┌──

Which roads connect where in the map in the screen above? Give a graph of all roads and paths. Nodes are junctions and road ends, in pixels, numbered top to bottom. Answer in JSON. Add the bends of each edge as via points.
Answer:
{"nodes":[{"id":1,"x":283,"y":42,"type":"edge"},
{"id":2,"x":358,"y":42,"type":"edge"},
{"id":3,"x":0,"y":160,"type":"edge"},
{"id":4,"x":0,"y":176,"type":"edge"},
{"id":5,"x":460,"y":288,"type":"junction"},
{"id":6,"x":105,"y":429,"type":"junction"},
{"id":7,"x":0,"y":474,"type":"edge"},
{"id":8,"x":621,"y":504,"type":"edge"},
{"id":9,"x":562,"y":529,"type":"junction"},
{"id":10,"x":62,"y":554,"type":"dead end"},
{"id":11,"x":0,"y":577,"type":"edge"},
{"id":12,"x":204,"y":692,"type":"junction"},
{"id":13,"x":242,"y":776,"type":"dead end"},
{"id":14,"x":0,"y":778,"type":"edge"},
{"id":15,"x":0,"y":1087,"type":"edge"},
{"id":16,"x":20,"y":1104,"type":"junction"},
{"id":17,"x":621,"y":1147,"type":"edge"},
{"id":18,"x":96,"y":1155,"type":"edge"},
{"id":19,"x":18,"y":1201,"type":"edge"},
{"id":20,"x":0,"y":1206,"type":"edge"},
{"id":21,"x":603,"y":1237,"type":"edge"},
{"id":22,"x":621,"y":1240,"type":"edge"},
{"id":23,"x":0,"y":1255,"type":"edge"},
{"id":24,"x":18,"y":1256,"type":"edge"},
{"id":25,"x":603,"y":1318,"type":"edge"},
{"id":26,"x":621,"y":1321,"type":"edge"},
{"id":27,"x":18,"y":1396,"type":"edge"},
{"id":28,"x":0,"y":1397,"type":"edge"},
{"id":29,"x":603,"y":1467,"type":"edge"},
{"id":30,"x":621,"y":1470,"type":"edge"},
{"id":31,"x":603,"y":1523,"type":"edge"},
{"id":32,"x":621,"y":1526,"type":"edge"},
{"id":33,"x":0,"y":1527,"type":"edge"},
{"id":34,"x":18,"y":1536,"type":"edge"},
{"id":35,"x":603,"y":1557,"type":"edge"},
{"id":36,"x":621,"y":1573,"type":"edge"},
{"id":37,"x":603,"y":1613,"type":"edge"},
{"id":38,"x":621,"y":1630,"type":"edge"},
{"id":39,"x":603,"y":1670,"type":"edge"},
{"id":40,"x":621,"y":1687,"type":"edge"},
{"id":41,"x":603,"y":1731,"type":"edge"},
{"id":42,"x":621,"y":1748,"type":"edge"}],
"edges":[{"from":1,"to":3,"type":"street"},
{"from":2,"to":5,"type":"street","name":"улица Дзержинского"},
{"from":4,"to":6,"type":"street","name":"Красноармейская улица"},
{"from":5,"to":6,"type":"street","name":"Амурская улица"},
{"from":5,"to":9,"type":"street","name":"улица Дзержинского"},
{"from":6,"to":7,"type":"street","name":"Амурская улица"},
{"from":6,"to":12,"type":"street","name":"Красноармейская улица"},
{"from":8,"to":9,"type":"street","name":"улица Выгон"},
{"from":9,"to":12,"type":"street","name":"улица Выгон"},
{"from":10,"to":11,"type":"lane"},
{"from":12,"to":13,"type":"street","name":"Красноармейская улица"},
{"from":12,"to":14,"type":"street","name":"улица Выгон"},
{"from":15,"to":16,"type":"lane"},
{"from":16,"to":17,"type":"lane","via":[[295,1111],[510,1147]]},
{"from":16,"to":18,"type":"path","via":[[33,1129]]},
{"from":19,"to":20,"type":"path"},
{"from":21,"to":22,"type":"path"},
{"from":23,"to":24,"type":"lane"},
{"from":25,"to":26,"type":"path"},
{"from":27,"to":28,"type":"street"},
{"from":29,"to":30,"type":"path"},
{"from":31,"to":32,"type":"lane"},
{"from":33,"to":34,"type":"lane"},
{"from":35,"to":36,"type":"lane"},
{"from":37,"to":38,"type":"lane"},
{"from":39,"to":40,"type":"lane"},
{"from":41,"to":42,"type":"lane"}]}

└──

ABOUT THIS TASK: Copy every line of the data where "street" is found.

THE ANSWER:
"edges":[{"from":1,"to":3,"type":"street"},
{"from":2,"to":5,"type":"street","name":"улица Дзержинского"},
{"from":4,"to":6,"type":"street","name":"Красноармейская улица"},
{"from":5,"to":6,"type":"street","name":"Амурская улица"},
{"from":5,"to":9,"type":"street","name":"улица Дзержинского"},
{"from":6,"to":7,"type":"street","name":"Амурская улица"},
{"from":6,"to":12,"type":"street","name":"Красноармейская улица"},
{"from":8,"to":9,"type":"street","name":"улица Выгон"},
{"from":9,"to":12,"type":"street","name":"улица Выгон"},
{"from":12,"to":13,"type":"street","name":"Красноармейская улица"},
{"from":12,"to":14,"type":"street","name":"улица Выгон"},
{"from":27,"to":28,"type":"street"},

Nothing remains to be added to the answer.